Traits callable from R
Annotate the trait and each impl:
#[miniextendr]
pub trait Describe {
fn describe(&self) -> String;
}
#[miniextendr]
impl Describe for Counter {
fn describe(&self) -> String {
format!("Counter at {}", self.value)
}
}
R gets dual calling forms: Counter$Describe$describe(obj) and
obj$Describe$describe(). This is how you share one method surface across
several Rust types.
Export control
- Default: class and methods are exported.
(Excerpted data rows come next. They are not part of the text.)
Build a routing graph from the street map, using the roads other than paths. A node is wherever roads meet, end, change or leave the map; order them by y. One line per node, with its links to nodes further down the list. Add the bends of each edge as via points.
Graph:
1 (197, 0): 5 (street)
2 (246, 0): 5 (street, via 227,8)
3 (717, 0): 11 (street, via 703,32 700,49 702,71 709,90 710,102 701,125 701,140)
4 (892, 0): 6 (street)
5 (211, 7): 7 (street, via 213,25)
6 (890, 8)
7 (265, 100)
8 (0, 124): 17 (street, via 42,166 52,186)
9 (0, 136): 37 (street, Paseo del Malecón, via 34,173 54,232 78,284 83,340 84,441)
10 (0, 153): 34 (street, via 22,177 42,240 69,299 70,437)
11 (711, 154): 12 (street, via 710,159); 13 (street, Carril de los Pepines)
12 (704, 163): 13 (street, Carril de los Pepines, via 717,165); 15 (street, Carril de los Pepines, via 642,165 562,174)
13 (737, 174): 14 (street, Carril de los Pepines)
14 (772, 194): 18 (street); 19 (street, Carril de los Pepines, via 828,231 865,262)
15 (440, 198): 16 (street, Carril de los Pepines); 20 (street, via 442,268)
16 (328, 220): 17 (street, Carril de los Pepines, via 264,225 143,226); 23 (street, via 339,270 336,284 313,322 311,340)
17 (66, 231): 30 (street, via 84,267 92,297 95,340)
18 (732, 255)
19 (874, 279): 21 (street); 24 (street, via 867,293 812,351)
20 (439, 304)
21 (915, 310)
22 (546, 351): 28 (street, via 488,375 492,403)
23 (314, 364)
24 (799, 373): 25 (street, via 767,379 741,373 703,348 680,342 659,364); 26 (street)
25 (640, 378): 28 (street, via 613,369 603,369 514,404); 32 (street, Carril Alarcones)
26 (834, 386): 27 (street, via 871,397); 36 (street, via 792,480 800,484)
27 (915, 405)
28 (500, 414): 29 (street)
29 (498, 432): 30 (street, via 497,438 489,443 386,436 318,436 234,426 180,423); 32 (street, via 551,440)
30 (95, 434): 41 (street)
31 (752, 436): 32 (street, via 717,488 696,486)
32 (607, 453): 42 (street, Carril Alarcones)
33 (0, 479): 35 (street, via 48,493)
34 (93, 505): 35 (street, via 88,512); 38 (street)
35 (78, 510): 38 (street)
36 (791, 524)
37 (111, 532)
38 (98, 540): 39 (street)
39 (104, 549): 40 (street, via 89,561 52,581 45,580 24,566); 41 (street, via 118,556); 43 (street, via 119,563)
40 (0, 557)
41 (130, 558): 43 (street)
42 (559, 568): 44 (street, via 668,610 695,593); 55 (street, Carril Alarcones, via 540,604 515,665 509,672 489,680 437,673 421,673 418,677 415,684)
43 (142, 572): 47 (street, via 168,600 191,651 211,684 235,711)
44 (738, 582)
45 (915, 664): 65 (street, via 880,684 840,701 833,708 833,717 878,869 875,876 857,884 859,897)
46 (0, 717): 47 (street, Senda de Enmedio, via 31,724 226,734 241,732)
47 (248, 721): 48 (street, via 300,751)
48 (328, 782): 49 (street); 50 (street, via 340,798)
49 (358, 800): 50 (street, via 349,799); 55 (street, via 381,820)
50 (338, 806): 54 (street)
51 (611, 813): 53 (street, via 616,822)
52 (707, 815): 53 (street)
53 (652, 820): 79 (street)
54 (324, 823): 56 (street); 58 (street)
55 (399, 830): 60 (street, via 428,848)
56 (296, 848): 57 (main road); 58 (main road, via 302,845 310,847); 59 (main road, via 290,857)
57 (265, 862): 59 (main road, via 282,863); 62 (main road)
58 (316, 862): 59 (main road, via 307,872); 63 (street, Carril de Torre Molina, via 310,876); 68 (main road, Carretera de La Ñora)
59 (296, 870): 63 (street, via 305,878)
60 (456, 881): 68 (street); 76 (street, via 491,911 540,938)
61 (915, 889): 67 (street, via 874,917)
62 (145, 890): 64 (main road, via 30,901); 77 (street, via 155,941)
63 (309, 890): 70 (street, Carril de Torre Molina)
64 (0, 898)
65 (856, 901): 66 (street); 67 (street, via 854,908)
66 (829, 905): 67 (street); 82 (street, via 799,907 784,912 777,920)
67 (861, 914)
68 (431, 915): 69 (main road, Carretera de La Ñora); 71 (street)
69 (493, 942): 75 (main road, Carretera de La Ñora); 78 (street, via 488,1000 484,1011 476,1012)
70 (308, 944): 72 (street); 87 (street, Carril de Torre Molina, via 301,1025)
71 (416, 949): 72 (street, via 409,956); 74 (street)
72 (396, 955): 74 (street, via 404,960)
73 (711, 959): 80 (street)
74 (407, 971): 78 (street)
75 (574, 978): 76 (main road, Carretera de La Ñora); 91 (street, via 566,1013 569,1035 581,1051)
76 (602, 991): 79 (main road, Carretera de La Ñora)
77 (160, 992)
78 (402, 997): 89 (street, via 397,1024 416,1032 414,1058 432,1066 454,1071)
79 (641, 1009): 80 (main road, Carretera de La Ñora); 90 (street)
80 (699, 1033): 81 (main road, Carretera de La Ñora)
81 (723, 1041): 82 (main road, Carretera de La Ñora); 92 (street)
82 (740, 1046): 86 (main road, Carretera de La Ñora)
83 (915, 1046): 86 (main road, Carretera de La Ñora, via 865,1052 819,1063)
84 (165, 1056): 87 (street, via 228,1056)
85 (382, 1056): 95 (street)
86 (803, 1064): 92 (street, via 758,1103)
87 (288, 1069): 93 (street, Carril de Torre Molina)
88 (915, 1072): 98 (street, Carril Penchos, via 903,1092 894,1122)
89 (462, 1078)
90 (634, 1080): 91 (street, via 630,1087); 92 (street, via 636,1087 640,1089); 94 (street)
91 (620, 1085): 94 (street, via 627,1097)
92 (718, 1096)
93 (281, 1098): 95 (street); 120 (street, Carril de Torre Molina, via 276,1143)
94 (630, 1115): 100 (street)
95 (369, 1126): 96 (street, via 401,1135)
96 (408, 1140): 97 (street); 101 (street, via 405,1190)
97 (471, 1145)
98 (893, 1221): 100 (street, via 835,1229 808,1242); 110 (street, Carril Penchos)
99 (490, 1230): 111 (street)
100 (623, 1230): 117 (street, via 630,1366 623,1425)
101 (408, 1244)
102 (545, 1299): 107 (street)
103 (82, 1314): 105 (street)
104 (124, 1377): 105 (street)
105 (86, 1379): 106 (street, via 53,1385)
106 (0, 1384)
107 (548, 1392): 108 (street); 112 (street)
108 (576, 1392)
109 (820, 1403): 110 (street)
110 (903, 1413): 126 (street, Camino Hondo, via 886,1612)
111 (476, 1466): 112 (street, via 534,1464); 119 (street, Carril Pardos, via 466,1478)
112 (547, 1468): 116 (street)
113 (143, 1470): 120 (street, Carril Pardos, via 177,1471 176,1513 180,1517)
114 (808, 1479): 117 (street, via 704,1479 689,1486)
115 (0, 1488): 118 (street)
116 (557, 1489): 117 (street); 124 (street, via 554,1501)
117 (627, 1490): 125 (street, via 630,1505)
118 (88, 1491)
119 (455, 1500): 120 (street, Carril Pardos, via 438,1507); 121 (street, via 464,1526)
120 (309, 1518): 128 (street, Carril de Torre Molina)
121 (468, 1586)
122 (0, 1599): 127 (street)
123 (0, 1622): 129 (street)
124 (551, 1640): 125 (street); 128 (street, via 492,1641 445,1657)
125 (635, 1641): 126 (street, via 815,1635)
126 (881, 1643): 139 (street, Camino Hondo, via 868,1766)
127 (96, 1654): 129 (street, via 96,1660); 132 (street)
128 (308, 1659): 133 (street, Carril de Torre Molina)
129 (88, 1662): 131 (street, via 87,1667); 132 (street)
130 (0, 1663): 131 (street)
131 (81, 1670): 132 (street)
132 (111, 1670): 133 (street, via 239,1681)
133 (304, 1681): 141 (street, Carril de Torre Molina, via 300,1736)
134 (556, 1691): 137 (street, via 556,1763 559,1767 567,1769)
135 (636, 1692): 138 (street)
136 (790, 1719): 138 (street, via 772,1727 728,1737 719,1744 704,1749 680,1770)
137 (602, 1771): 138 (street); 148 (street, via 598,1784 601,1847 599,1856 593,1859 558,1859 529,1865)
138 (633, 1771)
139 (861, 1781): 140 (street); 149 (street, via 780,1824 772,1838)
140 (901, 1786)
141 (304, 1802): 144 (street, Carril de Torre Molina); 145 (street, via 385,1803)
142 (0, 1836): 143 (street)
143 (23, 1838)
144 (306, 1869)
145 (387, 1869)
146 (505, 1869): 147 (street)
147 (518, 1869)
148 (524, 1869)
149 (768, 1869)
#[miniextendr(internal)] — exported but @keywords internal (hidden from
the docs index).
#[miniextendr(noexport)] — not exported at all. Don't combine with
internal (redundant; the MXL203 lint flags it).
Pitfalls
- Editing
R/<pkg>-wrappers.R — regenerated on every build; all edits
lost. Change the Rust and rebuild.
- Forgetting the rebuild: class shape changes (new method, renamed
property) need
minirextendr::miniextendr_build(), which also refreshes
NAMESPACE and reinstalls if exports changed.
- Holding references across mutations: the R object is a pointer to the
Rust value.
obj2 <- obj aliases the same Rust state in every class system
(external-pointer semantics), even in "value-semantics" systems like S4/S7.
Provide an explicit clone/copy method if callers need independent copies.
- Panics in methods become R errors — fine and intended. But a panic
mid-mutation leaves the Rust struct in whatever state it reached; design
mutating methods to validate before mutating.